You know that I’m an atheist. The problem here is that the stories were not meant to be taken literally, but as allegory for the strength of faith and obedience. Doesn’t make it less stupid…

January 17, 2012

solovoice: That’s the core issue here and the root of our problem: people do take it literally. There are people out there who believe that these stories are the words of God and takes them all literally. Ditto for other religions as well, especially since people are blowing themselves up because they literally think there are 72 virgins waiting to reward them. I agree with you that they are very stupid but that is the point of this entry. People do take it literally and the examples I provided clearly show that.
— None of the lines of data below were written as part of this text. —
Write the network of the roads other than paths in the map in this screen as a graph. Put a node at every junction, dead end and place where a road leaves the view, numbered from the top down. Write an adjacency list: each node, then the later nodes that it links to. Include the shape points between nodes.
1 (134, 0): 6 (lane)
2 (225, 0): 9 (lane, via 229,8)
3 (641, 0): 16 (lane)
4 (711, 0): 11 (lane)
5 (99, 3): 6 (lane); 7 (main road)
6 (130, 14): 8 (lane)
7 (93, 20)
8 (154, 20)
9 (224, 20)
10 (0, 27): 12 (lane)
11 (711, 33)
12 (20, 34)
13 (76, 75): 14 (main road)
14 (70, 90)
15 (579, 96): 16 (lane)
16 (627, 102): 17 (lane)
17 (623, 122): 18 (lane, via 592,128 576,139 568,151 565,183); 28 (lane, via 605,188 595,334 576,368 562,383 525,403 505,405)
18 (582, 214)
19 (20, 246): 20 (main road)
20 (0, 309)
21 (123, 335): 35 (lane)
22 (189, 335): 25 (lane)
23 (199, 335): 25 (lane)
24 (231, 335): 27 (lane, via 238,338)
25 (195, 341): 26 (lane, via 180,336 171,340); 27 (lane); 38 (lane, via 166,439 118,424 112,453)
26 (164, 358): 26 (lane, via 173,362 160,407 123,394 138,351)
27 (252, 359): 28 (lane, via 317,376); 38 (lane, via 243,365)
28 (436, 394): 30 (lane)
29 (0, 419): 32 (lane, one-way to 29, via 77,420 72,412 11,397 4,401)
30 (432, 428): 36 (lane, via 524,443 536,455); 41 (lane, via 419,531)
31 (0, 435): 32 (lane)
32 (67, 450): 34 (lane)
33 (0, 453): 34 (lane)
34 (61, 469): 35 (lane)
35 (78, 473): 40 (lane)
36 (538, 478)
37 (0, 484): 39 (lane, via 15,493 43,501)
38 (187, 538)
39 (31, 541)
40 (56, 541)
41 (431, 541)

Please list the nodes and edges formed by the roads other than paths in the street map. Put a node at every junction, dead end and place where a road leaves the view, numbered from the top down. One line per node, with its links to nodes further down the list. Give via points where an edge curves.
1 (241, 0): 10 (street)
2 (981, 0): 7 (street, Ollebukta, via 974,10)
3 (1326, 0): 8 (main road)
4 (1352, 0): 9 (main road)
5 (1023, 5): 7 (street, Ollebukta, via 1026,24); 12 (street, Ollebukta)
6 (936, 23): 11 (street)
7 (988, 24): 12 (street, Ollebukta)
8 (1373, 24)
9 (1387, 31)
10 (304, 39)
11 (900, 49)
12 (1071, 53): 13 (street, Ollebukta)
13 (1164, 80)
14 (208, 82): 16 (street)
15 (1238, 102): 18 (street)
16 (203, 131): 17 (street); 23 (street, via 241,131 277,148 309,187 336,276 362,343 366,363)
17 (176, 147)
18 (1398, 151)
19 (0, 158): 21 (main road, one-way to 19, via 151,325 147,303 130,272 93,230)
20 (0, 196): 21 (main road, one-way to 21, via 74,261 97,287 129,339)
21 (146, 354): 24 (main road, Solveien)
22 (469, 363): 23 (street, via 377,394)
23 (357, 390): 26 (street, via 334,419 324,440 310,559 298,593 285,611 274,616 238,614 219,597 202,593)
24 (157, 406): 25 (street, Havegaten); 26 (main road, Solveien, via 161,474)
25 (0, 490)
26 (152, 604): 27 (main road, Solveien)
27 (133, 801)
Later,

YAH
January 17, 2012

Reason (and therefore love) over Mysticism any day!

January 18, 2012
January 18, 2012

For the first third of this, you have written with the assumption that Isaac actually received a message from God. My opinion is he was just some wacko, like the cult leaders of today, telling people they should kill themselves because it is the end of the world, then revealing that the divine powers had a change of heart at the last minute. It is simply lies and bull**** to cover people behavingappallingly, God is not evil, vindictive, nor wanted Isaac’s son to suffer, because he does not exist.

January 18, 2012

ryn: Yeah I am aware. I think I mentioned in in the entry itself. Really, he should hope it gets to his desk. Vetoing that will really help him get re-elected.

There’s so much in the Bible that’s so ****ed-up. I understand that the Abraham/Isaac story is an allegory, but it’s still so ****ed-up. The God of the Old Testament did A LOT of ****ed-up and immoral things, which is why I don’t understand why so many people think “religion” and “morality” are two things that go hand-in-hand.